Stored data
************

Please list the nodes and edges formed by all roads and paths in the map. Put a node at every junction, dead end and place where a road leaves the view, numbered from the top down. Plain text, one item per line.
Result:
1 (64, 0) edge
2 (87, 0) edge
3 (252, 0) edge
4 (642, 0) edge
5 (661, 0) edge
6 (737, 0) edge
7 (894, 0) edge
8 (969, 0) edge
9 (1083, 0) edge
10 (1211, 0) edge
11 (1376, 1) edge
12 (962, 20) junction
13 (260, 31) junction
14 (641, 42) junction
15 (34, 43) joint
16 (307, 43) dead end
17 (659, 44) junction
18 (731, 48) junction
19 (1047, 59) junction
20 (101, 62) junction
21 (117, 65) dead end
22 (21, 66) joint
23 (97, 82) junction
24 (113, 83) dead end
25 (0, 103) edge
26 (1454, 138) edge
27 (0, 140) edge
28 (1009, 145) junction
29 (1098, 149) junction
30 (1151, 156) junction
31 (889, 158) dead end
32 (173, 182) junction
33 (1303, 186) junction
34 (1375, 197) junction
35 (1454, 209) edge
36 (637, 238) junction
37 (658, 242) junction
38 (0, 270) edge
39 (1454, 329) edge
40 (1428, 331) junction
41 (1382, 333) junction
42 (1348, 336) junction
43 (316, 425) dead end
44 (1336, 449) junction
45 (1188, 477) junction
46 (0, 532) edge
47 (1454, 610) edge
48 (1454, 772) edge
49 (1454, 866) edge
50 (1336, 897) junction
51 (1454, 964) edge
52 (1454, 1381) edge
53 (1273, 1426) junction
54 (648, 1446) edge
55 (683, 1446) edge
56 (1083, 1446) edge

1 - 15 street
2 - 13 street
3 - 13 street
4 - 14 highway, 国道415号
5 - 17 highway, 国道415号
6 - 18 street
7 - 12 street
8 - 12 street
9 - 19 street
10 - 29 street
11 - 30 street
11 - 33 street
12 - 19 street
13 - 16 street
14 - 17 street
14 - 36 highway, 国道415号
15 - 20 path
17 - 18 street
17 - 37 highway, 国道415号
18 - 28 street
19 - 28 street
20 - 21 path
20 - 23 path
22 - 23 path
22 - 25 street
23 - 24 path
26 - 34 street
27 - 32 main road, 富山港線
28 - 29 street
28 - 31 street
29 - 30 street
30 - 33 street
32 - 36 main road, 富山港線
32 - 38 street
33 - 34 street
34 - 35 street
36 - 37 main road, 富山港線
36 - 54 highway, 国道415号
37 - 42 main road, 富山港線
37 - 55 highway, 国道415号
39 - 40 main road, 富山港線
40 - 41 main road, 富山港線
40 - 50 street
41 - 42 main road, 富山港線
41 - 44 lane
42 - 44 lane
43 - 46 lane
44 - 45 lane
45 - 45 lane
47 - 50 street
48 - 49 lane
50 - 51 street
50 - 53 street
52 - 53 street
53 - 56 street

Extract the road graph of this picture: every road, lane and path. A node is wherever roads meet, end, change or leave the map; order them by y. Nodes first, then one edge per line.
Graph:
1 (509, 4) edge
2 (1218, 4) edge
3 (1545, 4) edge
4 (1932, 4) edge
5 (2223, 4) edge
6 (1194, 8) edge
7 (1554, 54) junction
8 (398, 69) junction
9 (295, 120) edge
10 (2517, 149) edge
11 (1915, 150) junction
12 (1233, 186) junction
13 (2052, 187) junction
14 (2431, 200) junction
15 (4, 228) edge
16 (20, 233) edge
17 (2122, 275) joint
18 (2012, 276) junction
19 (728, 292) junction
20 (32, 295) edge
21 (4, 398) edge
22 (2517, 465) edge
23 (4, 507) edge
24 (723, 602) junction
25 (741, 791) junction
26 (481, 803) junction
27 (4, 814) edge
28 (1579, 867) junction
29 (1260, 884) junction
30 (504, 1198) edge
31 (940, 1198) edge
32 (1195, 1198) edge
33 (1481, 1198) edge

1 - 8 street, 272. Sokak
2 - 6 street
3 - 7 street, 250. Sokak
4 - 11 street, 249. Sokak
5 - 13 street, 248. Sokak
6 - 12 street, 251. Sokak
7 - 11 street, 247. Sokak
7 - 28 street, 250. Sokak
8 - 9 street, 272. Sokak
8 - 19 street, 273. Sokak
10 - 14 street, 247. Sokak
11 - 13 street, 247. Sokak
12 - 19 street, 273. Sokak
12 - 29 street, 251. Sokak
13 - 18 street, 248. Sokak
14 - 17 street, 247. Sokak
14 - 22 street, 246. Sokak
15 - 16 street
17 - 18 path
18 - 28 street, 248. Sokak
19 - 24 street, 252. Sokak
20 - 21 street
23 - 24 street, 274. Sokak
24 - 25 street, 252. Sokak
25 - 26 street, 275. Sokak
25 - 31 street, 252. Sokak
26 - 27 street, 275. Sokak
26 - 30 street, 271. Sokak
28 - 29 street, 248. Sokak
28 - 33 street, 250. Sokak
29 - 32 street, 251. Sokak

************

How to complete this task:
Copy out the entries. Leave every line exactly as it is.

Finished task:
Please list the nodes and edges formed by all roads and paths in the map. Put a node at every junction, dead end and place where a road leaves the view, numbered from the top down. Plain text, one item per line.
Result:
1 (64, 0) edge
2 (87, 0) edge
3 (252, 0) edge
4 (642, 0) edge
5 (661, 0) edge
6 (737, 0) edge
7 (894, 0) edge
8 (969, 0) edge
9 (1083, 0) edge
10 (1211, 0) edge
11 (1376, 1) edge
12 (962, 20) junction
13 (260, 31) junction
14 (641, 42) junction
15 (34, 43) joint
16 (307, 43) dead end
17 (659, 44) junction
18 (731, 48) junction
19 (1047, 59) junction
20 (101, 62) junction
21 (117, 65) dead end
22 (21, 66) joint
23 (97, 82) junction
24 (113, 83) dead end
25 (0, 103) edge
26 (1454, 138) edge
27 (0, 140) edge
28 (1009, 145) junction
29 (1098, 149) junction
30 (1151, 156) junction
31 (889, 158) dead end
32 (173, 182) junction
33 (1303, 186) junction
34 (1375, 197) junction
35 (1454, 209) edge
36 (637, 238) junction
37 (658, 242) junction
38 (0, 270) edge
39 (1454, 329) edge
40 (1428, 331) junction
41 (1382, 333) junction
42 (1348, 336) junction
43 (316, 425) dead end
44 (1336, 449) junction
45 (1188, 477) junction
46 (0, 532) edge
47 (1454, 610) edge
48 (1454, 772) edge
49 (1454, 866) edge
50 (1336, 897) junction
51 (1454, 964) edge
52 (1454, 1381) edge
53 (1273, 1426) junction
54 (648, 1446) edge
55 (683, 1446) edge
56 (1083, 1446) edge

1 - 15 street
2 - 13 street
3 - 13 street
4 - 14 highway, 国道415号
5 - 17 highway, 国道415号
6 - 18 street
7 - 12 street
8 - 12 street
9 - 19 street
10 - 29 street
11 - 30 street
11 - 33 street
12 - 19 street
13 - 16 street
14 - 17 street
14 - 36 highway, 国道415号
15 - 20 path
17 - 18 street
17 - 37 highway, 国道415号
18 - 28 street
19 - 28 street
20 - 21 path
20 - 23 path
22 - 23 path
22 - 25 street
23 - 24 path
26 - 34 street
27 - 32 main road, 富山港線
28 - 29 street
28 - 31 street
29 - 30 street
30 - 33 street
32 - 36 main road, 富山港線
32 - 38 street
33 - 34 street
34 - 35 street
36 - 37 main road, 富山港線
36 - 54 highway, 国道415号
37 - 42 main road, 富山港線
37 - 55 highway, 国道415号
39 - 40 main road, 富山港線
40 - 41 main road, 富山港線
40 - 50 street
41 - 42 main road, 富山港線
41 - 44 lane
42 - 44 lane
43 - 46 lane
44 - 45 lane
45 - 45 lane
47 - 50 street
48 - 49 lane
50 - 51 street
50 - 53 street
52 - 53 street
53 - 56 street

Extract the road graph of this picture: every road, lane and path. A node is wherever roads meet, end, change or leave the map; order them by y. Nodes first, then one edge per line.
Graph:
1 (509, 4) edge
2 (1218, 4) edge
3 (1545, 4) edge
4 (1932, 4) edge
5 (2223, 4) edge
6 (1194, 8) edge
7 (1554, 54) junction
8 (398, 69) junction
9 (295, 120) edge
10 (2517, 149) edge
11 (1915, 150) junction
12 (1233, 186) junction
13 (2052, 187) junction
14 (2431, 200) junction
15 (4, 228) edge
16 (20, 233) edge
17 (2122, 275) joint
18 (2012, 276) junction
19 (728, 292) junction
20 (32, 295) edge
21 (4, 398) edge
22 (2517, 465) edge
23 (4, 507) edge
24 (723, 602) junction
25 (741, 791) junction
26 (481, 803) junction
27 (4, 814) edge
28 (1579, 867) junction
29 (1260, 884) junction
30 (504, 1198) edge
31 (940, 1198) edge
32 (1195, 1198) edge
33 (1481, 1198) edge

1 - 8 street, 272. Sokak
2 - 6 street
3 - 7 street, 250. Sokak
4 - 11 street, 249. Sokak
5 - 13 street, 248. Sokak
6 - 12 street, 251. Sokak
7 - 11 street, 247. Sokak
7 - 28 street, 250. Sokak
8 - 9 street, 272. Sokak
8 - 19 street, 273. Sokak
10 - 14 street, 247. Sokak
11 - 13 street, 247. Sokak
12 - 19 street, 273. Sokak
12 - 29 street, 251. Sokak
13 - 18 street, 248. Sokak
14 - 17 street, 247. Sokak
14 - 22 street, 246. Sokak
15 - 16 street
17 - 18 path
18 - 28 street, 248. Sokak
19 - 24 street, 252. Sokak
20 - 21 street
23 - 24 street, 274. Sokak
24 - 25 street, 252. Sokak
25 - 26 street, 275. Sokak
25 - 31 street, 252. Sokak
26 - 27 street, 275. Sokak
26 - 30 street, 271. Sokak
28 - 29 street, 248. Sokak
28 - 33 street, 250. Sokak
29 - 32 street, 251. Sokak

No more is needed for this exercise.